There are other considerations too, such as input. Also, not all games need all considerations, and sometimes you can use a library or VM code which does some of these things automatically. For example:

- Many games will not need a story; some games are more story-oriented, but some aren't and will work OK without.

- Fancy graphics are not needed for many games. At least in my opinion, I don't like it to waste the disk space and power of the computer. (I also dislike cutscenes.)

- Many games are a single player and don't need networking.

- If a VM such as Glulx is used, then save games, pagination, cross-platform, etc can be handled for you already.

- If an emulation of an older system such as NES/Famicom is used (such an emuluation is also a VM), then such things as networked multiplayer, save states, user-adjustable input/sound/zoom, cross-platform, etc, is already done for you. (See what I mention in the other comment about colours though)

- Libraries such as SDL can be used in cross-platform computer game development, and will handle input (keyboard, mouse, joystick), timing, sound, and display (including double buffering if enabled).

- Some game engines are designed to make specific kind of games, and have advantages and disadvantages. You do not necessarily need to use any existing game engine, but you can do so if it is applicable to the game that you are designing.

Thanks for these insights!

Analogy to movie production is spot on, I think. I suppose game dev is also different from other software/tech products because releasing continuous updates is harder. Also, players expect more from the first published version of a game: it shouldn't merely be playable (compare: early adopters could pay money for a SaaS MVP) but already polished, fun, engaging, well-designed. I've never worked on hardware products or products in heavily regulated areas, like health care, but I suppose the production cycle is just as tough.

My biggest advice is to recognize that while one can learn a substantial amount of the basics of web development in 3-6 months, the same is less true for games. Because you could spend 3-6 months learning basic 3D modeling, or 3-6 months on the game programming part, or 3-6 months on game networking.

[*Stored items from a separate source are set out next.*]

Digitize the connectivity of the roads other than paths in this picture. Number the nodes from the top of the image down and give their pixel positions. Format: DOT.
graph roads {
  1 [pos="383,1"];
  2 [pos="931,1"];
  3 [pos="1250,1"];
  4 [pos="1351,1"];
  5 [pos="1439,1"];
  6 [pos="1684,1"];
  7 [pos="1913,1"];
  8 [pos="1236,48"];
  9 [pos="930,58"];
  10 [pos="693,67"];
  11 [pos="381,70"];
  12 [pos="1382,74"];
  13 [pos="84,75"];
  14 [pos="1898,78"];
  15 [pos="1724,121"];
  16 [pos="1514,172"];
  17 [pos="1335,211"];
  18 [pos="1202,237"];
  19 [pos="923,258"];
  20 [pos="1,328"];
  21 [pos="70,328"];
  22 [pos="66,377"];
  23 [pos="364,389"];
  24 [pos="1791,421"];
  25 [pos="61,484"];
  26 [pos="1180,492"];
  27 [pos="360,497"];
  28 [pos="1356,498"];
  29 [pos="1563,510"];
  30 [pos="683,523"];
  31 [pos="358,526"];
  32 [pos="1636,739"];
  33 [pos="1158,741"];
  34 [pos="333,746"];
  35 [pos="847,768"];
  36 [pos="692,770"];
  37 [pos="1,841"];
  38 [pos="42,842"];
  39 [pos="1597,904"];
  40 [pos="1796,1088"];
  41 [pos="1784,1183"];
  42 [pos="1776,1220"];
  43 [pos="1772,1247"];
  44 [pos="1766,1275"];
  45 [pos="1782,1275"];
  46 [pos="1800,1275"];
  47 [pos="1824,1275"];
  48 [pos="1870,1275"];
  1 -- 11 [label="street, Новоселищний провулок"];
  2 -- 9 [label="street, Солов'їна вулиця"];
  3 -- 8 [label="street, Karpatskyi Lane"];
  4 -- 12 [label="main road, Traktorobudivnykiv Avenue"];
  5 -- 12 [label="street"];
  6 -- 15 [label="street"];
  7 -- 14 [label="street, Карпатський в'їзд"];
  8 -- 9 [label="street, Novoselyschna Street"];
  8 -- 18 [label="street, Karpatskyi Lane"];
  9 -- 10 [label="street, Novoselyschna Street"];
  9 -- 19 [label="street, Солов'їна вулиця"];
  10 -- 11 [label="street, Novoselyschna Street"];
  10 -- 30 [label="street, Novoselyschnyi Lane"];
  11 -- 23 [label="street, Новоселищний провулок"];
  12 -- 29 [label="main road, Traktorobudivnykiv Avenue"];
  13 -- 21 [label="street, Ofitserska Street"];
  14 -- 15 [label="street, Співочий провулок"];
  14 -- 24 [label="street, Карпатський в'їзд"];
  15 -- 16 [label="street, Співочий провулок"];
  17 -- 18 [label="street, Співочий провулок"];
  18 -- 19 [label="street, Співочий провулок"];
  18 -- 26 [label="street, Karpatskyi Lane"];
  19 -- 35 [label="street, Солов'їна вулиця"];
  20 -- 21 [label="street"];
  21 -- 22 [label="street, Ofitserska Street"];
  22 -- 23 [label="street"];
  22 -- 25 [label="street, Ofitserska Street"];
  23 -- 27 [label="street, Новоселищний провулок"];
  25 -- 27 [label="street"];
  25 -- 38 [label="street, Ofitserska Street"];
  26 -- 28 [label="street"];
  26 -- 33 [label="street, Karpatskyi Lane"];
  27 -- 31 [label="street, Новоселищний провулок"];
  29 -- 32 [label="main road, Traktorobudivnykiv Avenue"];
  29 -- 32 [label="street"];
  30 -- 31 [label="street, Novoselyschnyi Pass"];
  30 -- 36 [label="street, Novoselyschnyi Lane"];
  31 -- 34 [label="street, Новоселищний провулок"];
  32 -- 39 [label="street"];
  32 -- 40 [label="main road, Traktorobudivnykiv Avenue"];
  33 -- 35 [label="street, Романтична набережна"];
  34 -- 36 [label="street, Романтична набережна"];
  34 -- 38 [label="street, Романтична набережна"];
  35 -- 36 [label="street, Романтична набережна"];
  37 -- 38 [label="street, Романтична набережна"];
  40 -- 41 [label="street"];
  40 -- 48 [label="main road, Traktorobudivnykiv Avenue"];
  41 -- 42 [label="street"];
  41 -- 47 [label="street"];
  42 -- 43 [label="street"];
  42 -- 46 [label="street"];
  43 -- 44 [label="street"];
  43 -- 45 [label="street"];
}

So there are games you can make over 3-6 months that will give you a tiny foundation in a bunch of different areas, but it's just way easier to get a little taste of React and taste of working with a database and a taste of a backend framework and a taste of HTML+CSS over a few months than it is to get a taste of all these different parts of game dev. Or at least it felt that way to me. So easy to get sucked into the wormhole learning about just one aspect of game dev for months, or letting scope creep or an over-ambitious design distract you.

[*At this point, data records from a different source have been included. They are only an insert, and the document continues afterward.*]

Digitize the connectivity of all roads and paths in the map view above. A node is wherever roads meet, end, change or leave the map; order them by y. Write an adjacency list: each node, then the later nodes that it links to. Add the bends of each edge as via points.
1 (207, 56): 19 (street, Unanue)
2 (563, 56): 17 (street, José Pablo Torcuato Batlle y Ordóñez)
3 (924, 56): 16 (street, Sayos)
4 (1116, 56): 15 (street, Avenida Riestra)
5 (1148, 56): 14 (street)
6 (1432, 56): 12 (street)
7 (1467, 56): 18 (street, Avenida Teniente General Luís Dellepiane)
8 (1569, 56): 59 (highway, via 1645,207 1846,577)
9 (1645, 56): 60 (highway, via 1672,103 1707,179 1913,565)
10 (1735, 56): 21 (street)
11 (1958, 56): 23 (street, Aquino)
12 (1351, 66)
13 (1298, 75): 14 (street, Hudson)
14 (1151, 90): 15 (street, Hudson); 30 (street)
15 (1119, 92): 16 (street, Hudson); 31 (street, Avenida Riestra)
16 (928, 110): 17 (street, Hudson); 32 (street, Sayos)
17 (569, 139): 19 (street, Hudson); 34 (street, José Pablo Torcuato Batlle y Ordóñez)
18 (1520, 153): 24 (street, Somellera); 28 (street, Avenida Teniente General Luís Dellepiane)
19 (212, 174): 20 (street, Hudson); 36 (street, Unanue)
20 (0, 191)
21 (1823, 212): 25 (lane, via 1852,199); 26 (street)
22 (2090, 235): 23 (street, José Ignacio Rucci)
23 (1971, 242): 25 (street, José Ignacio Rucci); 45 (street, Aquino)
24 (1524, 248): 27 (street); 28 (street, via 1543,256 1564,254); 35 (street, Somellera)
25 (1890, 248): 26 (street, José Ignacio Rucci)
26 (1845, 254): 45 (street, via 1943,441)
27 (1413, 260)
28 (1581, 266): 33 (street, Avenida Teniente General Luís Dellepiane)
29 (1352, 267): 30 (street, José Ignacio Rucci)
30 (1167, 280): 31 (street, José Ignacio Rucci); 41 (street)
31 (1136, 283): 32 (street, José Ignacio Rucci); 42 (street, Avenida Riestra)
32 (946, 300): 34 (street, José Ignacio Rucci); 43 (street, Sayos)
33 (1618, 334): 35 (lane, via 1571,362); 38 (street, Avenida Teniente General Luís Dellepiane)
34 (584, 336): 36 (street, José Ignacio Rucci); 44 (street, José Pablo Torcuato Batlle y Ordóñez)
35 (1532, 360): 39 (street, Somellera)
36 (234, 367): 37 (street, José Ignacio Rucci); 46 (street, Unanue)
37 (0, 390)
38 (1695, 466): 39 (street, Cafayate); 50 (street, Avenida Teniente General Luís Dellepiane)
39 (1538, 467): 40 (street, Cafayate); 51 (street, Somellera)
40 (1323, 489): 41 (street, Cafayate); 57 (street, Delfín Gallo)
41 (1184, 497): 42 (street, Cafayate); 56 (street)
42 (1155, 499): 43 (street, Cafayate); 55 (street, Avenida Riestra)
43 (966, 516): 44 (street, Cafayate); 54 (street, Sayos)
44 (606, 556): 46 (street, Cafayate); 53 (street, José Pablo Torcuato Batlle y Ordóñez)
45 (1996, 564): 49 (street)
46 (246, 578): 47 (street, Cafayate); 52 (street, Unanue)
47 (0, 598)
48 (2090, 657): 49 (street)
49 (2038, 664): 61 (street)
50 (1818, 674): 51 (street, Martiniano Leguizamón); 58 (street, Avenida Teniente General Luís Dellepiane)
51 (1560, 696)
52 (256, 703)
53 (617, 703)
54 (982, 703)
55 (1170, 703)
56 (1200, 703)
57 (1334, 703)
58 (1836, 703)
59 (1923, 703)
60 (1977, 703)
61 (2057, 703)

So even though everyone says to aim for the world's dumbest, smallest project first, and then everyone immediately ignores that advice, I still have to look at my own experiences and pain from that lesson and recommend doing so for you as well.

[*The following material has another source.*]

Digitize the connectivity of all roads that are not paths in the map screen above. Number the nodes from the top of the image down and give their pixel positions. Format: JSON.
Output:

There are a lot of courses that take you through creating an entire small game and hold your hand through the process, and I would recommend doing one of those first. Whether its an Unreal or Unity or Godot thing or whatever. Because jumping in head first and learning what you need on the fly from google and youtube can be easier from a motivation POV but putting in the work to follow an entire course that teaches you how to make an entire game will give you a broader view and help you avoid getting bogged down writing shaders for 6 months. Ofc, if you want to just follow passion and get sucked in, then off to those types of rabbitholes you go.